Start of Block
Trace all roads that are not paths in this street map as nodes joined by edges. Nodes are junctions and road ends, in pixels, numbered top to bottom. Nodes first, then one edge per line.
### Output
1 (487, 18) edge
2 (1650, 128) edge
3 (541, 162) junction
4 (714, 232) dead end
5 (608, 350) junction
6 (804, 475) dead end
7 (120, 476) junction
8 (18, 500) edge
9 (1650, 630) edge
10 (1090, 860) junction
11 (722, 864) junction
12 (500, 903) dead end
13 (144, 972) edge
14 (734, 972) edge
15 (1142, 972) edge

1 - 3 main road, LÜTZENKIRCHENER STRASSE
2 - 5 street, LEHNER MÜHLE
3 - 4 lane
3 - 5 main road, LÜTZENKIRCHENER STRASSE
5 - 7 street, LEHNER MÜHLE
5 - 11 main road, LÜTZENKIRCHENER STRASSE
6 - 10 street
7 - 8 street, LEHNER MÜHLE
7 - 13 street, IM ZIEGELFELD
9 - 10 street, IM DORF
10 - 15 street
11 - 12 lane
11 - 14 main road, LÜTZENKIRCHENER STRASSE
End of Block
Start of Block
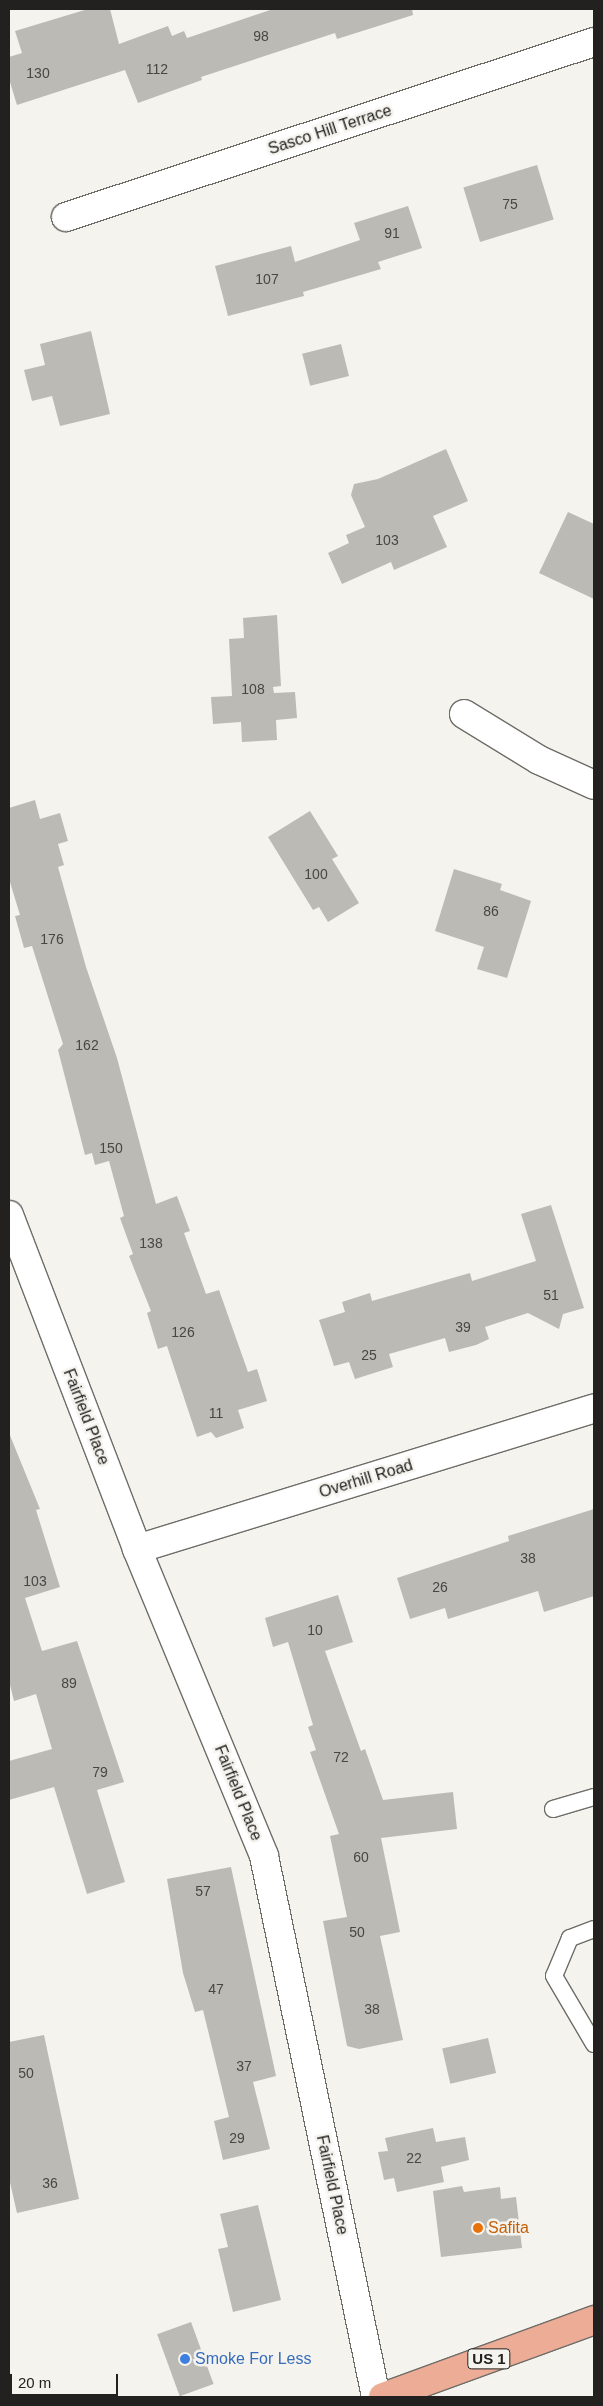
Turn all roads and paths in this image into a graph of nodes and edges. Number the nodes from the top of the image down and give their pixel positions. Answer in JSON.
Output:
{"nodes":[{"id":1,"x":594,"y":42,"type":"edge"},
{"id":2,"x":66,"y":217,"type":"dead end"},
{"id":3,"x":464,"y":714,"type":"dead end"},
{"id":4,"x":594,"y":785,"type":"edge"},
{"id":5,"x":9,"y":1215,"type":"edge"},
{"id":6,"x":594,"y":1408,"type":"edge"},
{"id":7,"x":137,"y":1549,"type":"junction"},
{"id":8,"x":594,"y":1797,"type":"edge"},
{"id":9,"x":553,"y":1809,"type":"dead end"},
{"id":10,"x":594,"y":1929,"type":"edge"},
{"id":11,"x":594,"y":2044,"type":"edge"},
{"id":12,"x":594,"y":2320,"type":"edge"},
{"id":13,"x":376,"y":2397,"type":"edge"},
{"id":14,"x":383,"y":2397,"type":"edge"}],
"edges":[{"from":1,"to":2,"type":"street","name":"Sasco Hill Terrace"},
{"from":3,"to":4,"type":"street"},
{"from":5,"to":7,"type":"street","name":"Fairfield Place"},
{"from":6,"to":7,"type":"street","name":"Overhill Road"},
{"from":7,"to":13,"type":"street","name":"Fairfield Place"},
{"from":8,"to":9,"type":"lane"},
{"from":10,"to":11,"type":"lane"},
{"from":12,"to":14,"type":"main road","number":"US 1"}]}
End of Block
• TASK PROMPT: Which lines of the listing include the string "roads"? Pull them out.

• WRITTEN REPLY:
Trace all roads that are not paths in this street map as nodes joined by edges. Nodes are junctions and road ends, in pixels, numbered top to bottom. Nodes first, then one edge per line.
Turn all roads and paths in this image into a graph of nodes and edges. Number the nodes from the top of the image down and give their pixel positions. Answer in JSON.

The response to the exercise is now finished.